## EXERCISE:
Count the lines in the records that hold the string "مدرس". Only the number should be given.

##########

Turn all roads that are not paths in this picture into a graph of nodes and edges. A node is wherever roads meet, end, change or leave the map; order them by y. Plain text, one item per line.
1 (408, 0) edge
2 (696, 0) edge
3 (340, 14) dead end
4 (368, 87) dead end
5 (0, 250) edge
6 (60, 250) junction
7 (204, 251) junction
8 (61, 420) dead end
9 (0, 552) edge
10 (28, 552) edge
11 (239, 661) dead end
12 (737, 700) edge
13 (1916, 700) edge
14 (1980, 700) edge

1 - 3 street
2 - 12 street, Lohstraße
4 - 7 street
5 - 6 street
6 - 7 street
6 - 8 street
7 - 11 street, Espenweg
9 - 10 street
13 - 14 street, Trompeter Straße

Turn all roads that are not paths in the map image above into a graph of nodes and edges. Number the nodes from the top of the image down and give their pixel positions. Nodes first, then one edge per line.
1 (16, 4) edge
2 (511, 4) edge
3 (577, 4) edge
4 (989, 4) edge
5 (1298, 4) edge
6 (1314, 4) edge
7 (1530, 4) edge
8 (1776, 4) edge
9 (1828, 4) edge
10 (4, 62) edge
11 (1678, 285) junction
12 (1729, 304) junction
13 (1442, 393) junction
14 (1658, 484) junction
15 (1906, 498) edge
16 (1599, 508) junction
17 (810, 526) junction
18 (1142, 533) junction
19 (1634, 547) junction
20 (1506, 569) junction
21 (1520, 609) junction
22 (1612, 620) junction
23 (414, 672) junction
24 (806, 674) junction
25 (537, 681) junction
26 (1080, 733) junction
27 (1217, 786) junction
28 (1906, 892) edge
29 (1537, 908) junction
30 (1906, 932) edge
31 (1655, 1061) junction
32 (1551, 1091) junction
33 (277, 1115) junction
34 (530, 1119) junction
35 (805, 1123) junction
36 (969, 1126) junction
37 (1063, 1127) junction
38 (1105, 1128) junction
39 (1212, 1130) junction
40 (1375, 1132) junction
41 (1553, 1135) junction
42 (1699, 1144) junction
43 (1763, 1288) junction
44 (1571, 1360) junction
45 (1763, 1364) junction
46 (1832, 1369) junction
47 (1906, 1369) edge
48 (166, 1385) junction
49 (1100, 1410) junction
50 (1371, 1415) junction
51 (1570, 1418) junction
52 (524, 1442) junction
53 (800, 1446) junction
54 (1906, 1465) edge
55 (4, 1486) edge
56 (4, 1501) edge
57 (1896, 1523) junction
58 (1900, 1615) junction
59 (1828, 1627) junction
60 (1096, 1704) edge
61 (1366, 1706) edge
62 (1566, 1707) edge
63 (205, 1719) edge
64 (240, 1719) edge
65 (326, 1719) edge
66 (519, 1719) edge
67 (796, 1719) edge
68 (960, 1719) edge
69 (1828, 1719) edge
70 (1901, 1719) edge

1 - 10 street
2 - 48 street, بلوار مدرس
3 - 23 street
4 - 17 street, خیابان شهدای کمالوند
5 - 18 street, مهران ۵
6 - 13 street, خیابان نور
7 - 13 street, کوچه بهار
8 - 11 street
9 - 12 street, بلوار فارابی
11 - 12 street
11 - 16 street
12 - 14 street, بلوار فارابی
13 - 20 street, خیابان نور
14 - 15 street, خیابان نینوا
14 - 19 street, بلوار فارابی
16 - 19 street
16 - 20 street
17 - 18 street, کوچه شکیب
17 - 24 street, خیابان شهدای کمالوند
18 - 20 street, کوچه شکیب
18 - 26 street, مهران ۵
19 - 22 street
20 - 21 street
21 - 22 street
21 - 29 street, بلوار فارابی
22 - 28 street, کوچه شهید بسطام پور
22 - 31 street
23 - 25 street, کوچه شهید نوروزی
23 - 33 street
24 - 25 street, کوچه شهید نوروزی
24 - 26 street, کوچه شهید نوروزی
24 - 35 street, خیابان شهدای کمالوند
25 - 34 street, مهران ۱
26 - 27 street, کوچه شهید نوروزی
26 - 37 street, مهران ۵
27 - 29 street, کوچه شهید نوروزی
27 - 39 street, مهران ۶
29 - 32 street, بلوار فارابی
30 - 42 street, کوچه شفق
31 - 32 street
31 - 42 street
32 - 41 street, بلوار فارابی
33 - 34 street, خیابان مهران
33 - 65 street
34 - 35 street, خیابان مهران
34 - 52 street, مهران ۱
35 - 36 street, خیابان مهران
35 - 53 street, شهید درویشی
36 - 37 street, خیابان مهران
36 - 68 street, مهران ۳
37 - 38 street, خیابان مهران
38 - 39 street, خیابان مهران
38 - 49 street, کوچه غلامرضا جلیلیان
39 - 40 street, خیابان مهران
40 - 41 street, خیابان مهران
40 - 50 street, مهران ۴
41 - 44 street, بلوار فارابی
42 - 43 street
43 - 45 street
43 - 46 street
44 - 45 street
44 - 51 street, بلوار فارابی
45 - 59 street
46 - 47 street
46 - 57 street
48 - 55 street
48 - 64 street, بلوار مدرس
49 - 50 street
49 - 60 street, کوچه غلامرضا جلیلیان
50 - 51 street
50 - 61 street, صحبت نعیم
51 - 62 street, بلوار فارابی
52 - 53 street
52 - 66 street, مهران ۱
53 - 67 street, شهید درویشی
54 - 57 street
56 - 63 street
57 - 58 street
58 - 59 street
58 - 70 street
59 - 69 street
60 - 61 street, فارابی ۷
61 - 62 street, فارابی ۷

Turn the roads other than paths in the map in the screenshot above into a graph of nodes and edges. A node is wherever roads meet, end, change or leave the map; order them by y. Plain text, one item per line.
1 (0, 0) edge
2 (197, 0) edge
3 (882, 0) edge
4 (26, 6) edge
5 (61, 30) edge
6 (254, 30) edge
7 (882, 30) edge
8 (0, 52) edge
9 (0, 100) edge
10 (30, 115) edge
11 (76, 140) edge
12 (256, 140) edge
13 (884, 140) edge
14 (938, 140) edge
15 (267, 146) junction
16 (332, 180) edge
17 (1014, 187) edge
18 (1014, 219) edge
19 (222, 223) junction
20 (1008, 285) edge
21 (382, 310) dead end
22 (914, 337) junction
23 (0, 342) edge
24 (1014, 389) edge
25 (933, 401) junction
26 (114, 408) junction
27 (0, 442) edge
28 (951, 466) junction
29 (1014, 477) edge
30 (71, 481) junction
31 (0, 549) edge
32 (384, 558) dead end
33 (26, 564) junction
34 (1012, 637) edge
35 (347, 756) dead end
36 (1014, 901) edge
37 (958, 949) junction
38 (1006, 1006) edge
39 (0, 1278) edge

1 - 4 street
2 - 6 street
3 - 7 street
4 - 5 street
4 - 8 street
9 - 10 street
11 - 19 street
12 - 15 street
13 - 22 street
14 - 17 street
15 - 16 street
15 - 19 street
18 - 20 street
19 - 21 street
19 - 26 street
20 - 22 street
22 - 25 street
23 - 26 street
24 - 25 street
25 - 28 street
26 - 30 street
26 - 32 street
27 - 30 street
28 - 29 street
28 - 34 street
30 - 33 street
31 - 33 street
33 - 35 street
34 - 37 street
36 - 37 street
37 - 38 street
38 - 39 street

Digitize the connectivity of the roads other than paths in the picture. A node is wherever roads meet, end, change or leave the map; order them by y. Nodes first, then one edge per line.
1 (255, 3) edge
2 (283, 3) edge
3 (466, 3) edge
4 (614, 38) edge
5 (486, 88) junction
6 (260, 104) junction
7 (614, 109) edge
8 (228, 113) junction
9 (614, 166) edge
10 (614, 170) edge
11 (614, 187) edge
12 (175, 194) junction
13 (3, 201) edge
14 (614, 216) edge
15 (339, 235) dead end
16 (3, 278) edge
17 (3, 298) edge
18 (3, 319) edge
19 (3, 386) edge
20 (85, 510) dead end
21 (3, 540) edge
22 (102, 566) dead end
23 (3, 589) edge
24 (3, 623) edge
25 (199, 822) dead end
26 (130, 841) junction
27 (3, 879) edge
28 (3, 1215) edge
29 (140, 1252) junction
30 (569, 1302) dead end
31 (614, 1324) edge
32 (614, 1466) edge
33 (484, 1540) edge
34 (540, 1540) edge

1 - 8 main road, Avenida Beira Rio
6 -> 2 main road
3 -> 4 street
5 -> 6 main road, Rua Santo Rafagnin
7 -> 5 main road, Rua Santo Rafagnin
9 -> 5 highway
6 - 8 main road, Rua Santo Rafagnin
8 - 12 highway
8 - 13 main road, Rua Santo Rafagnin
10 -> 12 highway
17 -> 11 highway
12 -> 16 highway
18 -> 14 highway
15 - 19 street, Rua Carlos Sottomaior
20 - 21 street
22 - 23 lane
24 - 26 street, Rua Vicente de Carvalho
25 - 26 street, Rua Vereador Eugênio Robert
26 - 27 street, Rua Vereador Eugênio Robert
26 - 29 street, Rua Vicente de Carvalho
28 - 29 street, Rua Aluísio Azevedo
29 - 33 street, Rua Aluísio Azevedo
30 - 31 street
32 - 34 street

##########

## TASK RESULT:
2